↓

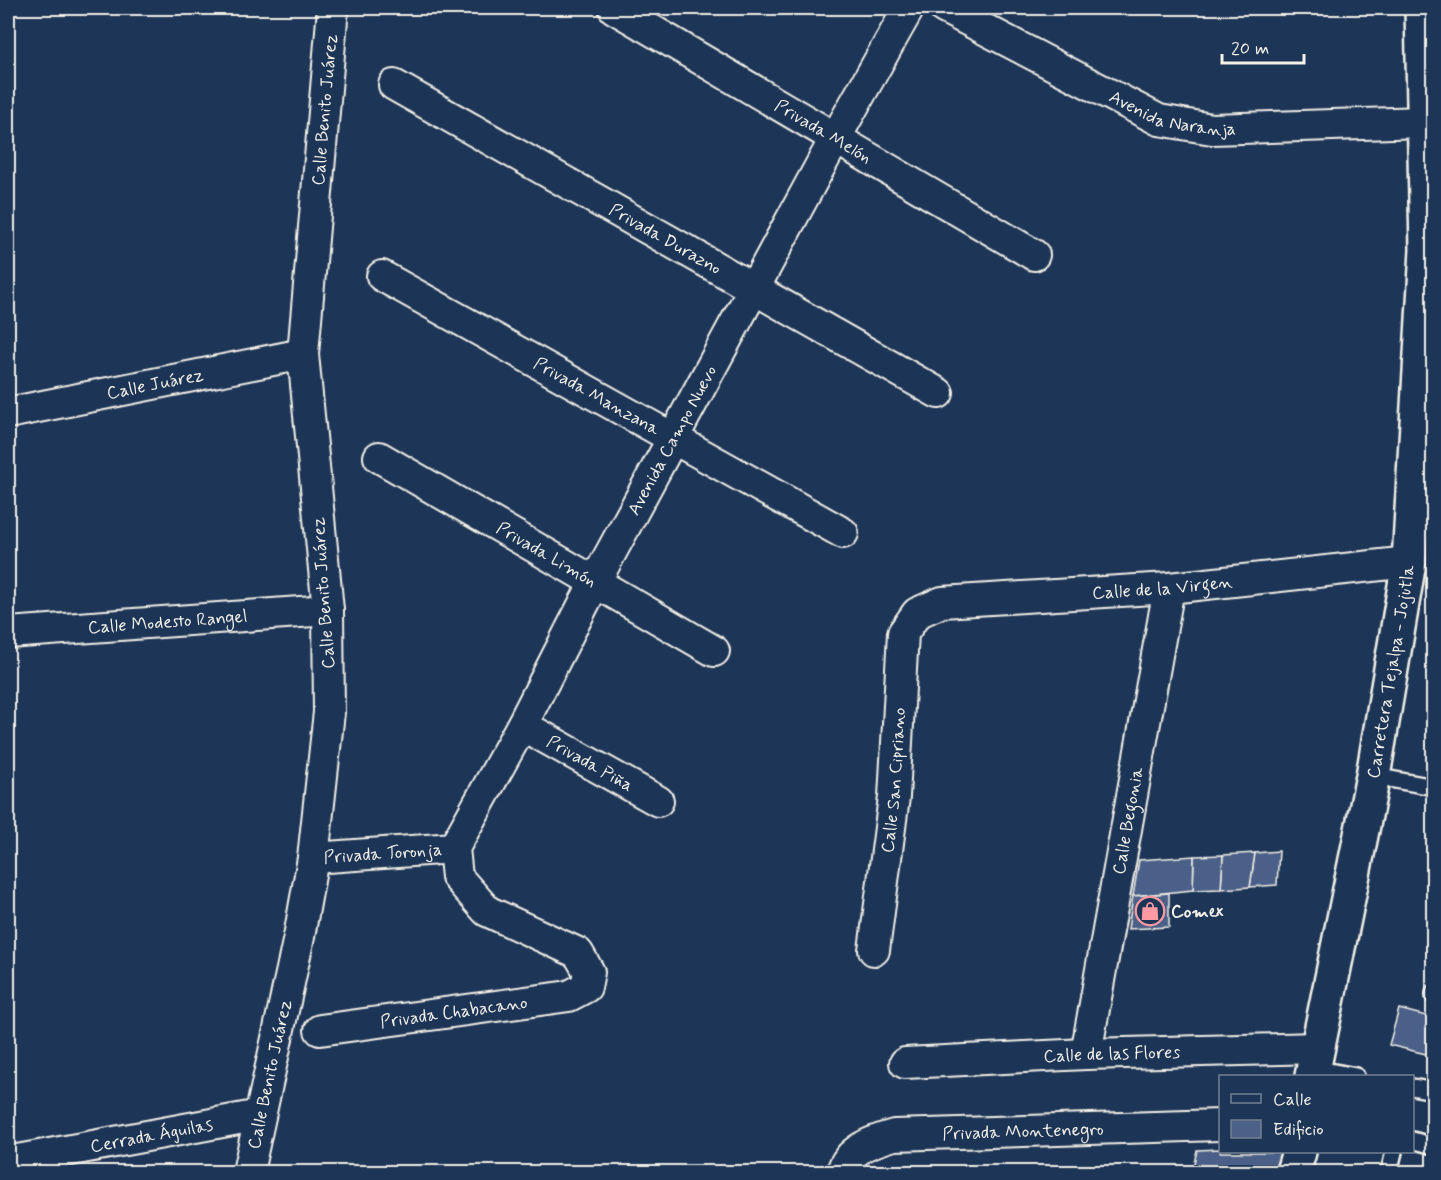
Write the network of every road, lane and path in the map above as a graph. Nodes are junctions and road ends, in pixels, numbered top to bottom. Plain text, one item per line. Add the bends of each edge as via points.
1 (333, 8) edge
2 (614, 8) edge
3 (909, 8) edge
4 (944, 8) edge
5 (1422, 8) edge
6 (1428, 44) edge
7 (394, 85) dead end
8 (1425, 122) junction
9 (836, 137) junction
10 (1430, 249) edge
11 (1034, 255) dead end
12 (382, 276) dead end
13 (754, 289) junction
14 (303, 354) junction
15 (938, 393) dead end
16 (8, 413) edge
17 (675, 438) junction
18 (379, 457) dead end
19 (843, 533) dead end
20 (1409, 562) junction
21 (595, 582) junction
22 (1169, 588) junction
23 (328, 610) junction
24 (917, 613) joint
25 (8, 633) edge
26 (714, 651) dead end
27 (522, 725) junction
28 (1373, 776) junction
29 (1434, 787) edge
30 (658, 801) dead end
31 (454, 848) junction
32 (313, 858) junction
33 (874, 950) dead end
34 (320, 1030) dead end
35 (1086, 1054) junction
36 (905, 1063) dead end
37 (1314, 1064) edge
38 (1350, 1075) edge
39 (1414, 1087) edge
40 (1434, 1091) edge
41 (260, 1115) junction
42 (1219, 1125) edge
43 (1414, 1140) edge
44 (1434, 1146) edge
45 (1299, 1153) edge
46 (1394, 1153) edge
47 (8, 1160) edge
48 (248, 1173) edge
49 (842, 1173) edge
50 (1293, 1173) edge
51 (1389, 1173) edge

1 - 14 street, Calle Benito Juárez
2 - 9 street, Privada Melón
3 - 9 street, Avenida Campo Nuevo
4 - 8 street, Avenida Naranja via 1159,120 1212,129
5 - 6 main road, Carretera Tejalpa - Jojutla
6 - 8 main road, Carretera Tejalpa - Jojutla
7 - 13 street, Privada Durazno
8 - 10 main road, Carretera Tejalpa - Jojutla
9 - 11 street, Privada Melón
9 - 13 street, Avenida Campo Nuevo
10 - 20 main road, Carretera Tejalpa - Jojutla
12 - 17 street, Privada Manzana
13 - 15 street, Privada Durazno
13 - 17 street, Avenida Campo Nuevo
14 - 16 street, Calle Juárez
14 - 23 street, Calle Benito Juárez
17 - 19 street, Privada Manzana
17 - 21 street, Avenida Campo Nuevo
18 - 21 street, Privada Limón
20 - 22 street, Calle de la Virgen
20 - 28 main road, Carretera Tejalpa - Jojutla
21 - 26 street, Privada Limón
21 - 27 street, Avenida Campo Nuevo
22 - 24 street, Calle de la Virgen via 942,602
22 - 35 street, Calle Begonia
23 - 25 street, Calle Modesto Rangel
23 - 32 street, Calle Benito Juárez via 329,712
24 - 33 street, Calle San Cipriano via 903,633 894,797
27 - 30 street, Privada Piña
27 - 31 street, Avenida Campo Nuevo
28 - 29 lane
28 - 37 main road, Carretera Tejalpa - Jojutla
31 - 32 street, Privada Toronja
31 - 34 street, Privada Chabacano via 457,877 487,911 578,953 589,972 586,987 569,996
32 - 41 street, Calle Benito Juárez
35 - 36 street, Calle de las Flores
35 - 37 street, Calle de las Flores
37 - 38 lane
39 - 40 lane
41 - 47 street, Cerrada Águilas
41 - 48 street, Calle Benito Juárez
42 - 49 street, Privada Montenegro via 894,1135 867,1144 845,1163
43 - 44 lane
45 - 50 main road
46 - 51 lane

↑

Could the entries above be printed again exactly, apart from the pictures?

Write the network of every road, lane and path in the map above as a graph. Nodes are junctions and road ends, in pixels, numbered top to bottom. Plain text, one item per line. Add the bends of each edge as via points.
1 (333, 8) edge
2 (614, 8) edge
3 (909, 8) edge
4 (944, 8) edge
5 (1422, 8) edge
6 (1428, 44) edge
7 (394, 85) dead end
8 (1425, 122) junction
9 (836, 137) junction
10 (1430, 249) edge
11 (1034, 255) dead end
12 (382, 276) dead end
13 (754, 289) junction
14 (303, 354) junction
15 (938, 393) dead end
16 (8, 413) edge
17 (675, 438) junction
18 (379, 457) dead end
19 (843, 533) dead end
20 (1409, 562) junction
21 (595, 582) junction
22 (1169, 588) junction
23 (328, 610) junction
24 (917, 613) joint
25 (8, 633) edge
26 (714, 651) dead end
27 (522, 725) junction
28 (1373, 776) junction
29 (1434, 787) edge
30 (658, 801) dead end
31 (454, 848) junction
32 (313, 858) junction
33 (874, 950) dead end
34 (320, 1030) dead end
35 (1086, 1054) junction
36 (905, 1063) dead end
37 (1314, 1064) edge
38 (1350, 1075) edge
39 (1414, 1087) edge
40 (1434, 1091) edge
41 (260, 1115) junction
42 (1219, 1125) edge
43 (1414, 1140) edge
44 (1434, 1146) edge
45 (1299, 1153) edge
46 (1394, 1153) edge
47 (8, 1160) edge
48 (248, 1173) edge
49 (842, 1173) edge
50 (1293, 1173) edge
51 (1389, 1173) edge

1 - 14 street, Calle Benito Juárez
2 - 9 street, Privada Melón
3 - 9 street, Avenida Campo Nuevo
4 - 8 street, Avenida Naranja via 1159,120 1212,129
5 - 6 main road, Carretera Tejalpa - Jojutla
6 - 8 main road, Carretera Tejalpa - Jojutla
7 - 13 street, Privada Durazno
8 - 10 main road, Carretera Tejalpa - Jojutla
9 - 11 street, Privada Melón
9 - 13 street, Avenida Campo Nuevo
10 - 20 main road, Carretera Tejalpa - Jojutla
12 - 17 street, Privada Manzana
13 - 15 street, Privada Durazno
13 - 17 street, Avenida Campo Nuevo
14 - 16 street, Calle Juárez
14 - 23 street, Calle Benito Juárez
17 - 19 street, Privada Manzana
17 - 21 street, Avenida Campo Nuevo
18 - 21 street, Privada Limón
20 - 22 street, Calle de la Virgen
20 - 28 main road, Carretera Tejalpa - Jojutla
21 - 26 street, Privada Limón
21 - 27 street, Avenida Campo Nuevo
22 - 24 street, Calle de la Virgen via 942,602
22 - 35 street, Calle Begonia
23 - 25 street, Calle Modesto Rangel
23 - 32 street, Calle Benito Juárez via 329,712
24 - 33 street, Calle San Cipriano via 903,633 894,797
27 - 30 street, Privada Piña
27 - 31 street, Avenida Campo Nuevo
28 - 29 lane
28 - 37 main road, Carretera Tejalpa - Jojutla
31 - 32 street, Privada Toronja
31 - 34 street, Privada Chabacano via 457,877 487,911 578,953 589,972 586,987 569,996
32 - 41 street, Calle Benito Juárez
35 - 36 street, Calle de las Flores
35 - 37 street, Calle de las Flores
37 - 38 lane
39 - 40 lane
41 - 47 street, Cerrada Águilas
41 - 48 street, Calle Benito Juárez
42 - 49 street, Privada Montenegro via 894,1135 867,1144 845,1163
43 - 44 lane
45 - 50 main road
46 - 51 lane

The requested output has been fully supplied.